A Washington court may find that the deliberative process exemption applies to at least some of the records Freedom Foundation alleges were withheld in April 2010, particularly if the records reflect ongoing decision and policy making within the Governor’s Office. However, it remains to be seen whether the courts will directly address the issues of executive privilege and separation of powers. On the other hand, facing a parallel separation of powers issue in 1986, the Washington Supreme Court held that the judiciary is not included within the reach of the Public Records Act. Nast v. Michels, 107 Wn.2d 300, 730 P.2d 54 (1986).

Clash of Principles: Academic Freedom v. Freedom of Information

The March 30 edition of the New York Times reports that a research group in Michigan has made a public records request of the University of Michigan, Michigan State University and Wayne State University for any e-mails involving the Wisconsin labor turmoil, including any e-mails with reference to Rachel Maddow – the MSNBC talk show host.

Greg Schulz, the director of academic freedom for the American Association of University Professors is quoted as asserting “We think this will have a chilling effect on academic freedom. We’ve never seen FOIA requests used like this before.”

In the State of Washington, however, the issue of academic freedom v. freedom of information has long been decided in favor of the freedom of information. In 1994 the Washington Supreme Court held that documents regarding research proposals for primate experiments that didn’t fall within specific statutory exemptions were subject to disclosure under the State’s Public Records Act – despite the contention of the University of Washington that academic freedom protected those records from disclosure. Progressive Animal Rights Society (PAWS) v. University of Washington, 125 Wn.2d 243, 884 P.2d 592 (1994).

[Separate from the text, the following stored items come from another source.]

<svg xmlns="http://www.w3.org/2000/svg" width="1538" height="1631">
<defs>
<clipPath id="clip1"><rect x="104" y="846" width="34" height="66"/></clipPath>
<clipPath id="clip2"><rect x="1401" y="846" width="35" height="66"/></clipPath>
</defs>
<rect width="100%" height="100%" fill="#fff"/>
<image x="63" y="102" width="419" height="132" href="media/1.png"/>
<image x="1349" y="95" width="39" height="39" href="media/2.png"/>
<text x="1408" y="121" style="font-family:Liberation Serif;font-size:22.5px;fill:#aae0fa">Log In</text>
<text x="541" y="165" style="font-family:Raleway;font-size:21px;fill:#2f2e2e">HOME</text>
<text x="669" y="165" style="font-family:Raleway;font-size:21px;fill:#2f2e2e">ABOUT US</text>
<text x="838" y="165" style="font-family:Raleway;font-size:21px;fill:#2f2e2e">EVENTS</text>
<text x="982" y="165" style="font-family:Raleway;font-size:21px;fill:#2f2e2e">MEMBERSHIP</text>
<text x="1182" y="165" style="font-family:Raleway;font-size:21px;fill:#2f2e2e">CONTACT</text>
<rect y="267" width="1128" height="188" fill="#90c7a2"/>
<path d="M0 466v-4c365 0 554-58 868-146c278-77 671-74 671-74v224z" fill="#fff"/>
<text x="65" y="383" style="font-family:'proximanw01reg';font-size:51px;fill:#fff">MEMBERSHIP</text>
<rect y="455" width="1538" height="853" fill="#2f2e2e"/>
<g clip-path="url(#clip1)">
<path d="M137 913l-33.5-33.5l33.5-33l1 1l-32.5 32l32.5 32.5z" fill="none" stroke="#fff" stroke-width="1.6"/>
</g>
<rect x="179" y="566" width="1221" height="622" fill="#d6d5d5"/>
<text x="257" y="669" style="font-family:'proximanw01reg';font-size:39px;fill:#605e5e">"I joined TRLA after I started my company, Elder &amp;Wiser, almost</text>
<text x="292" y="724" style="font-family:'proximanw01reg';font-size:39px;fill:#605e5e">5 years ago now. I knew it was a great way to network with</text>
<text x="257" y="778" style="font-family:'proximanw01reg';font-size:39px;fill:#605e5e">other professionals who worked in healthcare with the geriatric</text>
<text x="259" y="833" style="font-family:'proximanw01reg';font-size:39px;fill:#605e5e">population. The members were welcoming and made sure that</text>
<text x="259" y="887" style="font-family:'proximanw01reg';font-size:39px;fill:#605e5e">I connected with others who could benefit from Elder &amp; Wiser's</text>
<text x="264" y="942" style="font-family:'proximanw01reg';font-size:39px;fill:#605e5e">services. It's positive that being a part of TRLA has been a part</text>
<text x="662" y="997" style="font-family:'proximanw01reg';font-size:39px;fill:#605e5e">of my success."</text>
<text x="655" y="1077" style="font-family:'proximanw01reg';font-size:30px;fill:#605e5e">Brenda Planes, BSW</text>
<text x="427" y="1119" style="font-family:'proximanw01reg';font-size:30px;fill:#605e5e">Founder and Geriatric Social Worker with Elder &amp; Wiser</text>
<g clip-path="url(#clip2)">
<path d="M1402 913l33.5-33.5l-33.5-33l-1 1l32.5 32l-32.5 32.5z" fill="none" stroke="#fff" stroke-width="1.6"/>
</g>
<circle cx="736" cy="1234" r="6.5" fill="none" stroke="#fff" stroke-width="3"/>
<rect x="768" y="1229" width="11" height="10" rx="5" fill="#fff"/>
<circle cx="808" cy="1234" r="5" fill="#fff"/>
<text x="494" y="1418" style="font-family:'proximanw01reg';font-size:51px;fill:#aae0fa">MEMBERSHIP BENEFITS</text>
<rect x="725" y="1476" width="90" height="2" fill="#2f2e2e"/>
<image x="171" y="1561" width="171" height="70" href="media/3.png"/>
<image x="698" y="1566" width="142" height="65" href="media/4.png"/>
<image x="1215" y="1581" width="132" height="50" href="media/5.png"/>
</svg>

In PAWS, the Washington Supreme Court directly addressed the University’s argument that “the grant proposal should be exempt in its entirety because disclosure of a researcher’s preliminary ideas violates a putative constitutional privilege of academic freedom.” Rejecting that argument, the Court held that neither the popular initiative that first adopted Washington’s Public Record Act nor the legislature in later amendments had created an exemption from the Public Records Act for academics. Further the Court noted that, “Even assuming there were plausible grounds for doing so, it would be difficult to grant special First Amendment protection to public university employees while denying it to other state employees.”

On the other hand, both the trial court and the Supreme Court held that information in the proposal that would reveal research hypothesis, data, valuable formula and the like should be redacted from the documents as they are covered by exemptions to the Public Records Act. The Court also excluded the peer review “pink sheets” from disclosure, as they were documents reflecting a deliberative process for an unsuccessful proposal and thus exempt under the “deliberative process” exemption. But, the Court also noted “Once the proposal becomes funded, it clearly becomes ‘implemented’ for purposes of this exemption and the pink sheets thereby become disclosable.”